Control by the post-Oltra Compromís reopens the internal war after the electoral truce
In Compromís there has always been a hidden debate, which comes and goes depending on the circumstances and the political moment: how and when to move from a coalition of parties to a single party for all purposes. The fact that this dilemma has not yet been resolved is what has ended up causing the last and definitive internal war to explode, which is none other than the one that is being fought between the two main legs of one of the partners of Sumar and Yolanda Díaz.
What is decided on the battlefield is the control of a coalition that lived as a real shock the departure of its former leader and indisputable reference, the former Valencian vice president Mónica Oltra, dragged in court for the cause of the abuses of her ex-husband to a minor under guardianship. On one side is his party, Iniciativa, which despite not being the majority partner, achieved with Oltra a share of power that was difficult to contest by the old Bloc. On the other side is this party, renamed Més, to which the current spokesman in the Valencian Parliament, Joan Baldoví, belongs.

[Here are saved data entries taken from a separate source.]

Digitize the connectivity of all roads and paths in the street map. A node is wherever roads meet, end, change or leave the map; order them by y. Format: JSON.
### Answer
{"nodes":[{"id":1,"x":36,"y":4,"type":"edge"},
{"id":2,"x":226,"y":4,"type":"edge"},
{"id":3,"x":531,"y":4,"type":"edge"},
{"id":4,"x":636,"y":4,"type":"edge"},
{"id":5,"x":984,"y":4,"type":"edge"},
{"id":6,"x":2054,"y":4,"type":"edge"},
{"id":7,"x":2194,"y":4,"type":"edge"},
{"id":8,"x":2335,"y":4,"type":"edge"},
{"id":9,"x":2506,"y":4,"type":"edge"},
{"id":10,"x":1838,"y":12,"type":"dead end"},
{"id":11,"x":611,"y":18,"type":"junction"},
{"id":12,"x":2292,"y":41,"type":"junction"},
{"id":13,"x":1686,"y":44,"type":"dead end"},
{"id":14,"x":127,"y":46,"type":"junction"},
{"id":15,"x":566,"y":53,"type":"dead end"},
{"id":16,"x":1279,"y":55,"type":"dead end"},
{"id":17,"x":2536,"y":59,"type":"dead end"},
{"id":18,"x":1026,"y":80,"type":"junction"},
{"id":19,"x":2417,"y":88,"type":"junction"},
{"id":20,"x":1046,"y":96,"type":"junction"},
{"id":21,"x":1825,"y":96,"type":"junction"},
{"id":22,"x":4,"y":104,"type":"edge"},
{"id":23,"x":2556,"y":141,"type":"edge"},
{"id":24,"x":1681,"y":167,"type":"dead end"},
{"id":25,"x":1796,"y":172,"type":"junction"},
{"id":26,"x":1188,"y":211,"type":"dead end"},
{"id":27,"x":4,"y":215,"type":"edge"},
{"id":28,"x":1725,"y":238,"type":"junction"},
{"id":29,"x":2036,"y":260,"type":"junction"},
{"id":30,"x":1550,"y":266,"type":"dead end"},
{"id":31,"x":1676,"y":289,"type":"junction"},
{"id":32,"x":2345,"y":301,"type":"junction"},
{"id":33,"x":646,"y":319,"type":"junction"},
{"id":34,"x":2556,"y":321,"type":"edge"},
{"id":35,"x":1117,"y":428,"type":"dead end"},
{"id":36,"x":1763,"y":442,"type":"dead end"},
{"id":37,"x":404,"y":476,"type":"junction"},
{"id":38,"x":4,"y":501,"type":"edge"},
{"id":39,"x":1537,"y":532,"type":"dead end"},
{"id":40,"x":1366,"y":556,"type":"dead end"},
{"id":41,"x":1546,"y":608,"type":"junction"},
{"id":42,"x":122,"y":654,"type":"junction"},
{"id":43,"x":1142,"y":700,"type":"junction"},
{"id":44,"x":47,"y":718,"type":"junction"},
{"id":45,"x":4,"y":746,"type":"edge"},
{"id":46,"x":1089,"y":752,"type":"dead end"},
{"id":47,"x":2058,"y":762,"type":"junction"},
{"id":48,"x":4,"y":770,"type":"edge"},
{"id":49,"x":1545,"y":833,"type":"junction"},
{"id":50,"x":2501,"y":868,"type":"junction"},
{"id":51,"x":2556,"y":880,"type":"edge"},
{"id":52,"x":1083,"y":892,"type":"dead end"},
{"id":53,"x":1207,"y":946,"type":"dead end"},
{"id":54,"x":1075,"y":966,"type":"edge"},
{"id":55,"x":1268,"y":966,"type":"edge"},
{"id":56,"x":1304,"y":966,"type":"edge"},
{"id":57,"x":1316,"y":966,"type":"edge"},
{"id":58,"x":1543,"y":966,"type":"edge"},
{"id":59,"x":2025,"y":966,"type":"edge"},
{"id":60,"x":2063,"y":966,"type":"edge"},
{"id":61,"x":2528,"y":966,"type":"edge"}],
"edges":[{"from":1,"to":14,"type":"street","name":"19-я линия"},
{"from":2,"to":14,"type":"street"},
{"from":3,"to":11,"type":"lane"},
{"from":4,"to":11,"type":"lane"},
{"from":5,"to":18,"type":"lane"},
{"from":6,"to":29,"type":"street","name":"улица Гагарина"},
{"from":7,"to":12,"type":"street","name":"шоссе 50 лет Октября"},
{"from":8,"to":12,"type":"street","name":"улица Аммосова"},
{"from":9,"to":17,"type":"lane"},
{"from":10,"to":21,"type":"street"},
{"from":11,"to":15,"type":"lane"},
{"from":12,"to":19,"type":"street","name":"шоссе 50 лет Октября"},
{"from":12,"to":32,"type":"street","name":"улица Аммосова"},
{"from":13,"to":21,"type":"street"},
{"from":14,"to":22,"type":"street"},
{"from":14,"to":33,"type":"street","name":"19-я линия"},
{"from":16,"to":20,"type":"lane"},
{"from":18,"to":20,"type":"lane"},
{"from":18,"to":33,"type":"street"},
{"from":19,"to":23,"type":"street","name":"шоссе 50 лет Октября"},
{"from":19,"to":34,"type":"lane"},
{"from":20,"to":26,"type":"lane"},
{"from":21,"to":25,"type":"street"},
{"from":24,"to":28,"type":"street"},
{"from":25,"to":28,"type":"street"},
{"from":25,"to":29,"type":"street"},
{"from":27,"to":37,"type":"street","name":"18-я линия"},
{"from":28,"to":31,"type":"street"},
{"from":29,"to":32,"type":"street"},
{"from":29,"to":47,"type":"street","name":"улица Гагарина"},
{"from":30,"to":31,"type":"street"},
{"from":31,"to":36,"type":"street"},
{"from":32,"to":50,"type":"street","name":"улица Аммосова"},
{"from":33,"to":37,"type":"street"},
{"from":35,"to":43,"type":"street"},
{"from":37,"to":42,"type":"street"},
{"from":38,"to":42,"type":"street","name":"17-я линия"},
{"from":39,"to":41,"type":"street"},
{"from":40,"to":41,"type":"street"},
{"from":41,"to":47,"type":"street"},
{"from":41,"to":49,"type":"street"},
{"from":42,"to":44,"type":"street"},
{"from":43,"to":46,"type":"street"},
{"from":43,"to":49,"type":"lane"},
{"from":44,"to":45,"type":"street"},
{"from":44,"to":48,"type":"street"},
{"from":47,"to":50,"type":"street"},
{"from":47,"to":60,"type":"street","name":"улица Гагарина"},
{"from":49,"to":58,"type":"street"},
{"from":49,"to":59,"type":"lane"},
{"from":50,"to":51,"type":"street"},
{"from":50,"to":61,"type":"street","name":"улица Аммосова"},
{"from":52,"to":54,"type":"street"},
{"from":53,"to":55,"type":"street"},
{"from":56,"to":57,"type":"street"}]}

Més is the majority party of Compromís, but it always remained in the background behind Oltra. With her offside, what Més is looking for is a rebalancing of forces for the post-Oltra era. That is, to recover ground and power within the coalition. After the electoral truce, Compromís has not taken long to blow up, being on the verge of breaking due to the election of the territorial senator that corresponded to this formation.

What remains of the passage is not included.